WHAT TO PRODUCE> Lines with the word "KOMPLEK" are the answer; copy each of them from the data below.

DATA>
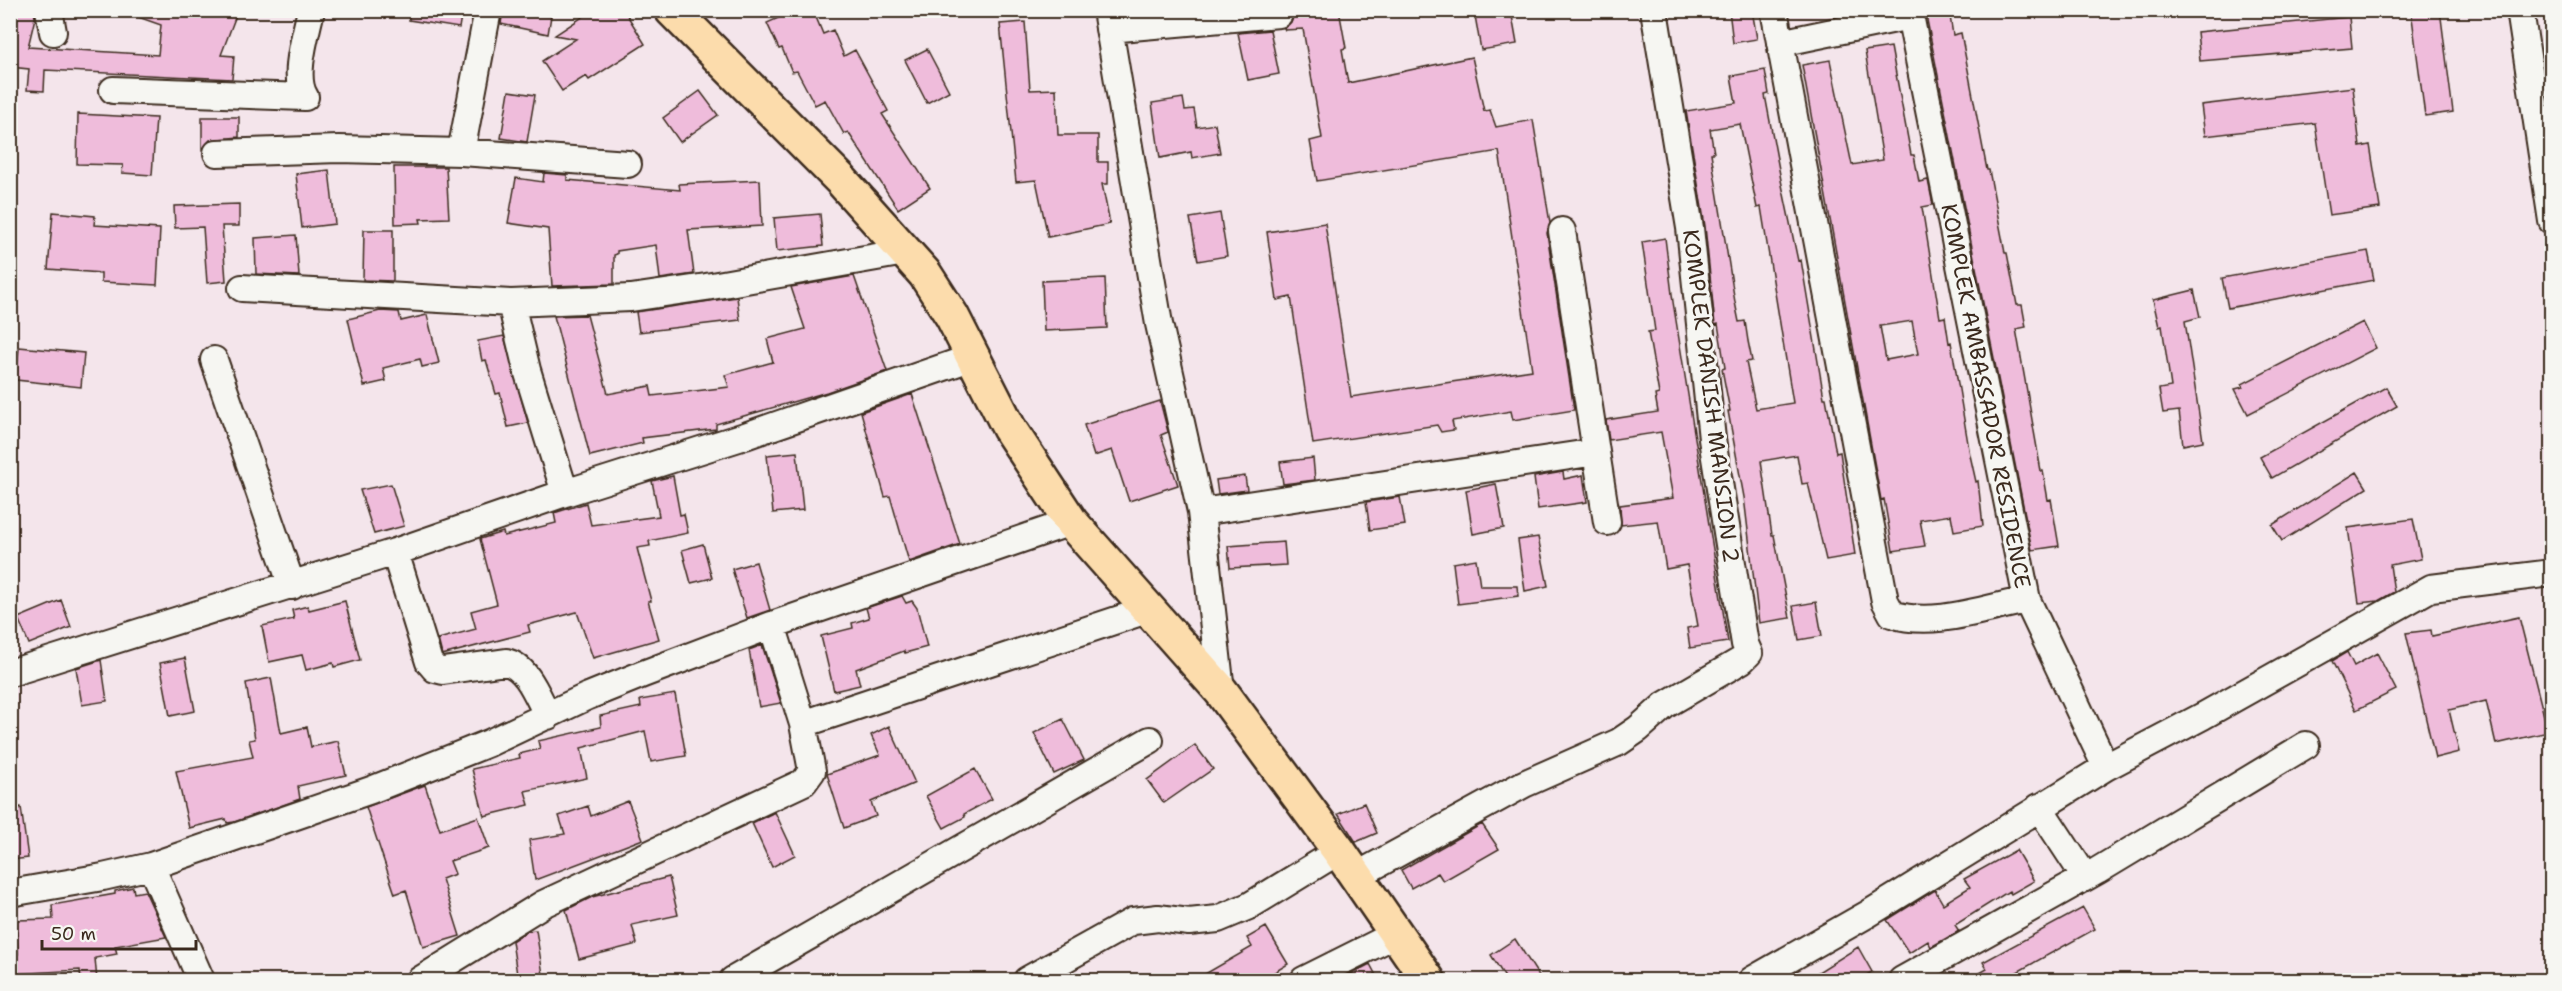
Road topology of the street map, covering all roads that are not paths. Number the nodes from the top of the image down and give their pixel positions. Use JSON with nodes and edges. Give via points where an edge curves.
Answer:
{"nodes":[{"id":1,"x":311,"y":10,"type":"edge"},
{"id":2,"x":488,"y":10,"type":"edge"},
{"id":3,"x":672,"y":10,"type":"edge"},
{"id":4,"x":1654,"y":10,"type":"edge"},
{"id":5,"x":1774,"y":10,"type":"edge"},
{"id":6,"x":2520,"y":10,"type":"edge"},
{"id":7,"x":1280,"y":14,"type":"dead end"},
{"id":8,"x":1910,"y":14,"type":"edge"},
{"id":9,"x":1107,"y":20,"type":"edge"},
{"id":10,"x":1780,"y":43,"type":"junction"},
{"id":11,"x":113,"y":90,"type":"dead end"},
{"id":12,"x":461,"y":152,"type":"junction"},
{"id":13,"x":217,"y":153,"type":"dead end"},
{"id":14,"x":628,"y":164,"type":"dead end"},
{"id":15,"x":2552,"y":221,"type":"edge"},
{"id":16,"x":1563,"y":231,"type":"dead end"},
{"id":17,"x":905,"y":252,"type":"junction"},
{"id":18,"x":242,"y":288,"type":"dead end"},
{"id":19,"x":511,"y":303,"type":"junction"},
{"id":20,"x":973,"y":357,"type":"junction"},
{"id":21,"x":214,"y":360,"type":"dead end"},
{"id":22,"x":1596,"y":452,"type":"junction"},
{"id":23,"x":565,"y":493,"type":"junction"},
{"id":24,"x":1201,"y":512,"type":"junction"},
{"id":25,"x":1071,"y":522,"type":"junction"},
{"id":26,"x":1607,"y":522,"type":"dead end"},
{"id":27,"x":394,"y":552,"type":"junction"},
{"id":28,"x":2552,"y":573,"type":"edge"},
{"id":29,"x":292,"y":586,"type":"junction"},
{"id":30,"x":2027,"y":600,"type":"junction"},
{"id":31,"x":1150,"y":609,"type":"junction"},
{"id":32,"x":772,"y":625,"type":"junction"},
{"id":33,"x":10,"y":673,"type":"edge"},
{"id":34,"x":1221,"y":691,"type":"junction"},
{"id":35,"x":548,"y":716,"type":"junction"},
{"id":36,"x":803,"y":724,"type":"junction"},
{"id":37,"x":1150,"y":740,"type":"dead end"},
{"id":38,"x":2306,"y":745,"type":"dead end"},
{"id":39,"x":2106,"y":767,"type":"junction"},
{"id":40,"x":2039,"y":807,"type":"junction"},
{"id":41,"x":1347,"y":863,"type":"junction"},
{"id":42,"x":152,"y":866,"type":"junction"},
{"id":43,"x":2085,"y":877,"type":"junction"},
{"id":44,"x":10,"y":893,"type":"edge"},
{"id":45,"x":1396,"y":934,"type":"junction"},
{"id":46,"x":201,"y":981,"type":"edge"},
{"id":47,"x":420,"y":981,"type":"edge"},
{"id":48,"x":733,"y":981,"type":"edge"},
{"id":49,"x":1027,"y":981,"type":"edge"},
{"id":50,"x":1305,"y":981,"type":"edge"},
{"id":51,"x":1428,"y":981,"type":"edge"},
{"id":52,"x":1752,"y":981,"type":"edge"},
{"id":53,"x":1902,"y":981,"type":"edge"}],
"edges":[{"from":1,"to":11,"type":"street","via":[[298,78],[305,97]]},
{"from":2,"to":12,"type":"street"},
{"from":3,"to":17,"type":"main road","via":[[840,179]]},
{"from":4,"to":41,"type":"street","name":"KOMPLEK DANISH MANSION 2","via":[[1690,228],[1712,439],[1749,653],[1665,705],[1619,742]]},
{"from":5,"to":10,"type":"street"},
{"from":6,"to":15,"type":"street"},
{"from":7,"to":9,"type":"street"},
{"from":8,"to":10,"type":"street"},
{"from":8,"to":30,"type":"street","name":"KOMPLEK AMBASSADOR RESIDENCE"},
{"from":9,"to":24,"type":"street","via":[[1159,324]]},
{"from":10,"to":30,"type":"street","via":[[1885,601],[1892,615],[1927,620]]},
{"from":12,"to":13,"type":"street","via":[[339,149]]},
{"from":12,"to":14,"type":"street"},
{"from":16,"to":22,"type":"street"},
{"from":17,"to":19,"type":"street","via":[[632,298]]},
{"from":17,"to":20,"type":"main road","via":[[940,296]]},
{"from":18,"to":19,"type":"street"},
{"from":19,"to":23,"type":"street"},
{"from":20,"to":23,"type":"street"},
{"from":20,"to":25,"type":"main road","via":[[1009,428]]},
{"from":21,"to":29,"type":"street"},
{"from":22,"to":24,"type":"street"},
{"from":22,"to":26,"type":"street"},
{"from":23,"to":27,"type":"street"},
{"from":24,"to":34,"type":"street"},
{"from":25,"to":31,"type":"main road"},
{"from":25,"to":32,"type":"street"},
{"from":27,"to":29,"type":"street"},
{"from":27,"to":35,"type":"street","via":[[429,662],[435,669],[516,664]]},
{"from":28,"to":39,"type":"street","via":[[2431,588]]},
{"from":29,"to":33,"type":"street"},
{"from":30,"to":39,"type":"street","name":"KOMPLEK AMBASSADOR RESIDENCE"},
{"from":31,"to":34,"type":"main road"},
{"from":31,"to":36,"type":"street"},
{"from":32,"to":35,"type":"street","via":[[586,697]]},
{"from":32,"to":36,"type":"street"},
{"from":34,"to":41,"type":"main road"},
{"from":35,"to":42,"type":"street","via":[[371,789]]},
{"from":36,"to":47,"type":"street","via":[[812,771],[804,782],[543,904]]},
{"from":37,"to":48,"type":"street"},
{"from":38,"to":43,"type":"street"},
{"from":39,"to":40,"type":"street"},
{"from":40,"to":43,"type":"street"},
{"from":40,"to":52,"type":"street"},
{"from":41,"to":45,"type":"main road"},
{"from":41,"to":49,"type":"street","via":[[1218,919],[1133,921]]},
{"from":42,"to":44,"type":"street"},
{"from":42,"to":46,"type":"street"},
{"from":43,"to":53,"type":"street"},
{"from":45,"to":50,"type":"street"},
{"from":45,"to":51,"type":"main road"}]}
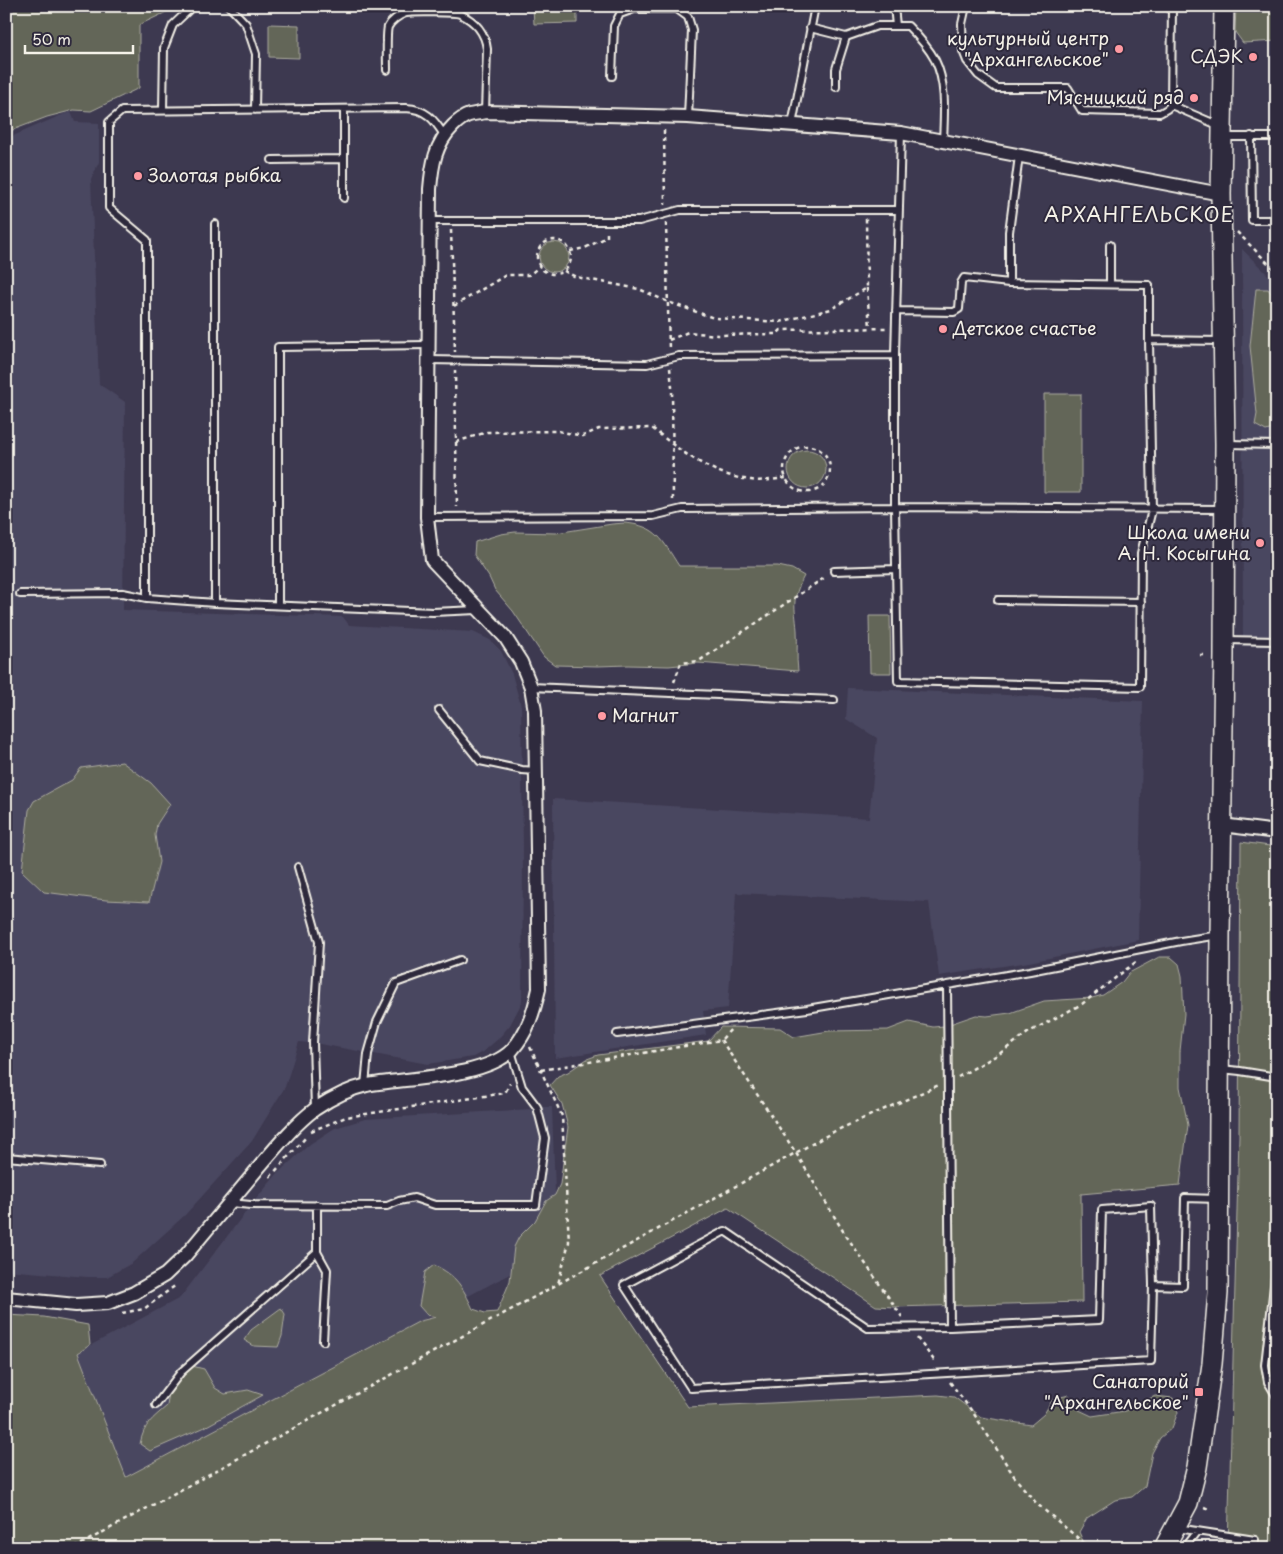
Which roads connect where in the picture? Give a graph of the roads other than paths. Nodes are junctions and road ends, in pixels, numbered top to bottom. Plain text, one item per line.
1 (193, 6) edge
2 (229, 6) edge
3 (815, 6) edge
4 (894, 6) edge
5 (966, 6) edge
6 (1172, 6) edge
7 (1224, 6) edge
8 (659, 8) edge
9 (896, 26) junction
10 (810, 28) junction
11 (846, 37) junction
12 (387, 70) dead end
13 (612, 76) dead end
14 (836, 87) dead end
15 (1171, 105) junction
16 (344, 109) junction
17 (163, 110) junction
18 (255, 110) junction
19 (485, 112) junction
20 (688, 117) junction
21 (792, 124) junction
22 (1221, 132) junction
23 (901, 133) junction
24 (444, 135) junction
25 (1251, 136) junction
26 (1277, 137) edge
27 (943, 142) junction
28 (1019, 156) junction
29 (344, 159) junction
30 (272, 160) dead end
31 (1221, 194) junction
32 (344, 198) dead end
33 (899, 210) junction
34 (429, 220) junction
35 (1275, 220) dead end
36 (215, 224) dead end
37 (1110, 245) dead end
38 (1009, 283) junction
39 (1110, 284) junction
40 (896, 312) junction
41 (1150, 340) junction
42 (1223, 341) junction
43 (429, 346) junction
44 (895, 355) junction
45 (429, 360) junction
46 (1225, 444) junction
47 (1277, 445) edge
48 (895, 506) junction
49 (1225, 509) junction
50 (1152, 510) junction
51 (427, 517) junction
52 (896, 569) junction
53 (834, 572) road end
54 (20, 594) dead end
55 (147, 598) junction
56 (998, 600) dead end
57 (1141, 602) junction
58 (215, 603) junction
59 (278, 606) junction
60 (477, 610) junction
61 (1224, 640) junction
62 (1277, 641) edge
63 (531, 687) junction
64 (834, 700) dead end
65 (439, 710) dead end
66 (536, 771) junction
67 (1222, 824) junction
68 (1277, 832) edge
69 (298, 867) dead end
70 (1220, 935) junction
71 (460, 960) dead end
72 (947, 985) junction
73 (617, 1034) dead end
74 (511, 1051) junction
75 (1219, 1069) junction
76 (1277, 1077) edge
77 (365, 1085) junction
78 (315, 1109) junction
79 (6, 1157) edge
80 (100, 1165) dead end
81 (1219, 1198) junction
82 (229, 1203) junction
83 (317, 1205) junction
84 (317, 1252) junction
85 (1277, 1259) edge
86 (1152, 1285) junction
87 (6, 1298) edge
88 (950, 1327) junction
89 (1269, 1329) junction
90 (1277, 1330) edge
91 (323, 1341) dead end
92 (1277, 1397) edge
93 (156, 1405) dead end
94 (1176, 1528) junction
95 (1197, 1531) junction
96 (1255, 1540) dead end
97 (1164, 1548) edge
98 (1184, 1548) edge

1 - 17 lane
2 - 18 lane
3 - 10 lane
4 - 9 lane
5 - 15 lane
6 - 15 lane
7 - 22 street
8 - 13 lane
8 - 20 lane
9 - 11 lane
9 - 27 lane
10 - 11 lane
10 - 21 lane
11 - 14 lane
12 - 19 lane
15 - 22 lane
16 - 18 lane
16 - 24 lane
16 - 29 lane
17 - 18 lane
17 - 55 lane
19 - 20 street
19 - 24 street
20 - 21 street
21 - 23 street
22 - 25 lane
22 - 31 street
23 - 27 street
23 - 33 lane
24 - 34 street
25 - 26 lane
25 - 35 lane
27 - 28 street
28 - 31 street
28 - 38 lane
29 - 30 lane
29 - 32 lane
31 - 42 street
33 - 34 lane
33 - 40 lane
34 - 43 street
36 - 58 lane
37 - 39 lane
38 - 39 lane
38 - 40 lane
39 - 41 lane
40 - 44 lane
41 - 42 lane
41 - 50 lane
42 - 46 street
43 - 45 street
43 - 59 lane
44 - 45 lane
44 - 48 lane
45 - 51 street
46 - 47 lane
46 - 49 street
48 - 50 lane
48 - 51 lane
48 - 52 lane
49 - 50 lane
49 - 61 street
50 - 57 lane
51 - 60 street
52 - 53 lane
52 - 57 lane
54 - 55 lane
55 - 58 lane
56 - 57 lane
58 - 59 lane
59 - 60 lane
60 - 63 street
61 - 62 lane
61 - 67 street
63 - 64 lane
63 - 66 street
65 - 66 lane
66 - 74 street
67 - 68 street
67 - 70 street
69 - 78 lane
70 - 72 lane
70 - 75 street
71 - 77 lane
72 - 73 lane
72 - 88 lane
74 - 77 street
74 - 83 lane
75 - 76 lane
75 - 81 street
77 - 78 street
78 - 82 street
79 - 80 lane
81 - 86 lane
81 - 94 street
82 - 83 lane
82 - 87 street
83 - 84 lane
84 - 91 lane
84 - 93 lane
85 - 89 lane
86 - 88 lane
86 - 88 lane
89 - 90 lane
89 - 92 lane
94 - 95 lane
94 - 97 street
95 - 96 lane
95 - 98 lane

SOLUTION FOR THIS PROBLEM>
{"from":4,"to":41,"type":"street","name":"KOMPLEK DANISH MANSION 2","via":[[1690,228],[1712,439],[1749,653],[1665,705],[1619,742]]},
{"from":8,"to":30,"type":"street","name":"KOMPLEK AMBASSADOR RESIDENCE"},
{"from":30,"to":39,"type":"street","name":"KOMPLEK AMBASSADOR RESIDENCE"},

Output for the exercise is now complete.